Servidores do Ibama reivindicam reestruturação de carreira em meio a problemas financeiros
Funcionários do instituto perderam em 10 anos 56% do poder de compra pelas negociações passadas abaixo da inflação
A aposentada do Ibama Wanja Melo sentiu dois grandes baques na sua vida quando se aposentou da entidade em 2019 depois de 27 anos na ativa como fiscalizadora ambiental da instituição. Já não tinha mais de ficar dias, ou até meses entre as florestas durante as fiscalizações. Tendo pouco o que comer e ainda menores opções onde dormir à noite. “A gente comia sardinhas com pão e dormia em hoteis baratos por meses, quando não era uma barraca no meio do nada de vez em quando, era o que tinha para a gente”, disse ela à equipe de redação.
Agora podia ficar em sua casa em Goiânia e aproveitar os filhos depois de muitas saídas oficiais, que inclusive fazem parte de seu plano. Mas, por causa disso, sentiu o segundo baque, e talvez o mais difícil, o financeiro. Por ficar mais tempo em casa e já ter uma idade avançada de 61 anos, a Wanja teve de aumentar ainda mais os custos de uma profissão que nunca esbanjou recursos financeiros e que já tinha uma carreira defasada.
Aos poucos, se viu cercada de novas contas mais caras para pagar, muito pelo segundo baque mencionado anteriormente, mas também pelo aumento na inflação que empurra os preços de necessidades básicas para cima. Contou que teve de tomar uma decisão difícil de cortar gastos de uma área impensável para outras pessoas na mesma situação, a saúde, tendo de reduzir o plano de saúde para o nível básico: “Antes da aposentadoria eu tinha um plano de saúde completo que custava R$ 1.200. Agora não consigo nem pagar isso tudo porque a aposentadoria só cobre R$ 130”.
Ela ainda diz que o motivo disso foi a combinação das duas turbulações mencionadas anteriormente. Os gastos não eram tão grandes quando era escalada para as operações e ficava semanas nas ações. “Temos de sobreviver com o básico da aposentadoria, e de vez em quando isso não basta porque não temos os benefícios que ganhavamos antes como as diárias”.

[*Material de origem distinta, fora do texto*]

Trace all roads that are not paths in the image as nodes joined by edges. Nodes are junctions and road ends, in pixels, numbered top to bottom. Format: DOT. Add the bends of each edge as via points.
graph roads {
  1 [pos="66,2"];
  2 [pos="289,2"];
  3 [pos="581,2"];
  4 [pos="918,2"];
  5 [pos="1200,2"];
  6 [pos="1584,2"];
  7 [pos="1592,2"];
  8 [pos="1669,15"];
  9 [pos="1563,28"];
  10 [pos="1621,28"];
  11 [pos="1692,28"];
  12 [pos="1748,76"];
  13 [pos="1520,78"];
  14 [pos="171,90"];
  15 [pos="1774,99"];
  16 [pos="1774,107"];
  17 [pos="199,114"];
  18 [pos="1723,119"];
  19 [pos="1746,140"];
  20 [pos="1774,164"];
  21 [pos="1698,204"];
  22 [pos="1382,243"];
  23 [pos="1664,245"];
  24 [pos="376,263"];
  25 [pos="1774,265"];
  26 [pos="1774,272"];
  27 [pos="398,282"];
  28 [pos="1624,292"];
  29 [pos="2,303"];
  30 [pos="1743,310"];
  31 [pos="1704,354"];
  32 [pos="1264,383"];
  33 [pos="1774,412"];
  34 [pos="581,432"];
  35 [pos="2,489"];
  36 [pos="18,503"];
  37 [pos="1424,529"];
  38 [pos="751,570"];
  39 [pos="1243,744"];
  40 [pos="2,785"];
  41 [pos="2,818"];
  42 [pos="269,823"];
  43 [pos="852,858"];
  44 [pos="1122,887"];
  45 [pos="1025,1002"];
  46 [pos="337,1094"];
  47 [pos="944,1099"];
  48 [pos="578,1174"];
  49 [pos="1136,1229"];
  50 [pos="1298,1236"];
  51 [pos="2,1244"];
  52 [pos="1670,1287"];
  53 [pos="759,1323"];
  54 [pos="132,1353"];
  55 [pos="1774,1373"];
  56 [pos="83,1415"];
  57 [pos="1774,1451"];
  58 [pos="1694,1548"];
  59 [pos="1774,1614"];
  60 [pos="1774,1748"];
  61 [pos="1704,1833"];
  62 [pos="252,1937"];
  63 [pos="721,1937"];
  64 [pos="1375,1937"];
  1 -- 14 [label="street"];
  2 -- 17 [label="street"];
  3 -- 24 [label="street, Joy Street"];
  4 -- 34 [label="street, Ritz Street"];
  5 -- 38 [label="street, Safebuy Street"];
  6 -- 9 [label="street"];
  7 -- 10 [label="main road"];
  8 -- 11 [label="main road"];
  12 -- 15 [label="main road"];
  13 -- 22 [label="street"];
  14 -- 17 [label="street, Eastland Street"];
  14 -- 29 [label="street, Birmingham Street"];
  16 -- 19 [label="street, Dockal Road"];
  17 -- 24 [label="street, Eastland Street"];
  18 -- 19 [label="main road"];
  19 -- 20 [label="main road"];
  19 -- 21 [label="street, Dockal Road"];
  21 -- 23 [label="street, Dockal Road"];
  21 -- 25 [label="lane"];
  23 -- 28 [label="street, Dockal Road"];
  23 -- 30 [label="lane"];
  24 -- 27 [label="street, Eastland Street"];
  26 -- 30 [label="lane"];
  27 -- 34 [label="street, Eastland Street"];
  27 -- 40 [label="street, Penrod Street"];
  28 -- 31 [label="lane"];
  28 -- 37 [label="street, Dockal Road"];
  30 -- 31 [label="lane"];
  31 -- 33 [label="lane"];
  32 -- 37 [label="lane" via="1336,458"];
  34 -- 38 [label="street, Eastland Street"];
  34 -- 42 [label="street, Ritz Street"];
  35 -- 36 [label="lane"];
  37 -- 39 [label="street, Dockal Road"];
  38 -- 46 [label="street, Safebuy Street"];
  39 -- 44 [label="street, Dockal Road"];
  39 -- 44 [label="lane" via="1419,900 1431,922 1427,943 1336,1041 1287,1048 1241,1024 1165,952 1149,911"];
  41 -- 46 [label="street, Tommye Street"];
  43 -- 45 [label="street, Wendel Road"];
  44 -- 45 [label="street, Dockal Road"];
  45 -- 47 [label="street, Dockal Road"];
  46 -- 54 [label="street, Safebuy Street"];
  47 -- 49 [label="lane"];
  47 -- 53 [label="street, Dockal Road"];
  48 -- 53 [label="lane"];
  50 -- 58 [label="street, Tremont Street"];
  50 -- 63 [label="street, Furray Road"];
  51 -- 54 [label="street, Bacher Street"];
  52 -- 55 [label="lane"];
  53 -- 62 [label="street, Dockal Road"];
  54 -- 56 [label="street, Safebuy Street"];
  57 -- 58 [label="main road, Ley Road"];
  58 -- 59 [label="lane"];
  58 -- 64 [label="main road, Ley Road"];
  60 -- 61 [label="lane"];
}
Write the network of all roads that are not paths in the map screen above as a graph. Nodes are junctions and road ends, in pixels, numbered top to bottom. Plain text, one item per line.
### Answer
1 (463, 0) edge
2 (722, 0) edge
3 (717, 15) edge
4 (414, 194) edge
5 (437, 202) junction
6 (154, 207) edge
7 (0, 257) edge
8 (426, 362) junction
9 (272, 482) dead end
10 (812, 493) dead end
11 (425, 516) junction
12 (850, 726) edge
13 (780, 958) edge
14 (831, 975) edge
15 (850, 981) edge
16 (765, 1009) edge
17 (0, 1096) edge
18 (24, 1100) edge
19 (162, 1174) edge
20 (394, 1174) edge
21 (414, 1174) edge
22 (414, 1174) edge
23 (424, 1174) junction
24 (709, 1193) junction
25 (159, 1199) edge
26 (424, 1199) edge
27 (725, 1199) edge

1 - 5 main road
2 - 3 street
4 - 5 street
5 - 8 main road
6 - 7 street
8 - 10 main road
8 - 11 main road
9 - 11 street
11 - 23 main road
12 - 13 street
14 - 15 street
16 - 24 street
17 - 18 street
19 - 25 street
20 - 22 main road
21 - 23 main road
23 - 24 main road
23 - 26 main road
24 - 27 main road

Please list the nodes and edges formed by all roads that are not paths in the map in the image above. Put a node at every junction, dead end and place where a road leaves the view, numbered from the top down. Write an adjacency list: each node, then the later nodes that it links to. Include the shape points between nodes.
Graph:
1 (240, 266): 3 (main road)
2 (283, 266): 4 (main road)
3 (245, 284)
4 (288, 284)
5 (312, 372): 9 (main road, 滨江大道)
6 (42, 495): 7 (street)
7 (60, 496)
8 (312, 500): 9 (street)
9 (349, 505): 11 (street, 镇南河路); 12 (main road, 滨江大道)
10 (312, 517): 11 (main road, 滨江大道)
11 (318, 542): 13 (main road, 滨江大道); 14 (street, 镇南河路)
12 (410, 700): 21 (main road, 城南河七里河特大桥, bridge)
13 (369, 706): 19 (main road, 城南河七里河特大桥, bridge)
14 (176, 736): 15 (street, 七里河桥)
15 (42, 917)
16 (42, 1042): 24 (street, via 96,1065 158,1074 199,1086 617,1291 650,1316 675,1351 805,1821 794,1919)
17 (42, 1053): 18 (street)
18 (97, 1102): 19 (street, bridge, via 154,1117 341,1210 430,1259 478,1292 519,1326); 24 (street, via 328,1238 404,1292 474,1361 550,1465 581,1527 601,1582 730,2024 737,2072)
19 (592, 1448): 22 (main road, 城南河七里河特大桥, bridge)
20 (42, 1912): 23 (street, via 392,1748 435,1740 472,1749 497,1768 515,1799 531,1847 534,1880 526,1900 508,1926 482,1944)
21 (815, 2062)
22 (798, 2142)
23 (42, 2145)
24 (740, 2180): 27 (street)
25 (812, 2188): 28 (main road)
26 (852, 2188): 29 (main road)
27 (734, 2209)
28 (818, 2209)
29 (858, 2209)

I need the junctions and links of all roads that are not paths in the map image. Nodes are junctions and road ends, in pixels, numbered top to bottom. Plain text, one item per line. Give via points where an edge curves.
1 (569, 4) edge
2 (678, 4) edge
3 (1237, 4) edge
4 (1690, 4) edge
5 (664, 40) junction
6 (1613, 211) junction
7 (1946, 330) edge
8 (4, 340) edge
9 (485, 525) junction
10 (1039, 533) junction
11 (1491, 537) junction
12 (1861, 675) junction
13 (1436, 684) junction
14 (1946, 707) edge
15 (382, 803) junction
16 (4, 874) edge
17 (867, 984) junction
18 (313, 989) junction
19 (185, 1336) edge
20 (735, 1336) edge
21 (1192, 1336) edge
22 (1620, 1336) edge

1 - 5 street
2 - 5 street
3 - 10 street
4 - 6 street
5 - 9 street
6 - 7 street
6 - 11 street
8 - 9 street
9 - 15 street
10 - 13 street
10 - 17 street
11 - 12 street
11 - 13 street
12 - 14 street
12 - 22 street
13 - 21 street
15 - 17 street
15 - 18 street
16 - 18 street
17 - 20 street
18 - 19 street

E não é só Wanja que está com dificuldades financeiras, outros 1700 servidores do País inteiro, além dos aposentados, reivindicam uma nova reestruturação de carreira. De acordo com Leo Caetano, líder da associação de servidores do Ibama em Goiás, houve uma perda de 56% do poder de compra em 10 anos. Vale lembrar que o poder de compra vai além do direito consumerista, por assim dizer. Este fator condiciona o que um indivíduo consegue gastar dentro da comunidade que vive, incluindo necessidades básicas como moradia, comida e saúde.
Ainda segundo ele, colegas da carreira não conseguem se sustentar com o baixo piso salarial e tem de fazer sacrifícios em outros custos, como a Wanja, que não é ela que teve de reduzir o plano de saúde. O motivo, de acordo com ele, é que as reestruturações de carreira do passado, como ocorreu em 2010 e 2023, foram abaixo da inflação e não incluíram correção em outras áreas do Ibama, como os técnicos ambientais que foram deixados de lado nas negociações por gestores passados.
Os efeitos de uma carreira defasada
Com as falhas nos acordos firmados pelo governo, milhares de servidores do Ibama aderiram ao movimento e cessaram atividades externas que exigem trabalho de campo desde janeiro de 2024, como a fiscalização e licenciamento. Como exemplo, Léo fala que houve um declínio expressivo de 81% nas multas emitidas pelo Ibama e ICMBio em fevereiro de 2024 se comparado com o mesmo mês de 2023.
Uma outra questão que comenta é a diminuição na quantidade de licenciamentos emitidos pelo órgão no mês de fevereiro comparado com o mesmo período em diferentes anos. “Nós estamos priorizando os processos mais antigos e que não necessitam ação externa”, afirma o Leo. Segundo o comparativo obtido pelo jornal O Hoje, houve apenas nove licenciamentos emitidos em fevereiro de 2024, contra 36 no mesmo mês no ano de 2023, uma queda de 75%.
Ainda sobre isso, a equipe responsável pelo licenciamento também diminuiu quase pela metade desde o ano passado, com apenas 228 servidores ativos para 3299 pedidos de licitação, o número de servidores no ano anterior era de 453. “O grande motivo disso é porque as pessoas não querem trabalhar muito e não serem valorizadas”.
Com isso, Wanja e Leo esperam que um acordo seja firmado para ganharem o reconhecimento no seu trabalho. Contudo, Wanja ainda diz que não se arrependeu de ter escolhido essa carreira apesar das tribulações, de acordo com ela, “é um trabalho muito bom e revigorante, mas é muito difícil e é só para quem gosta”.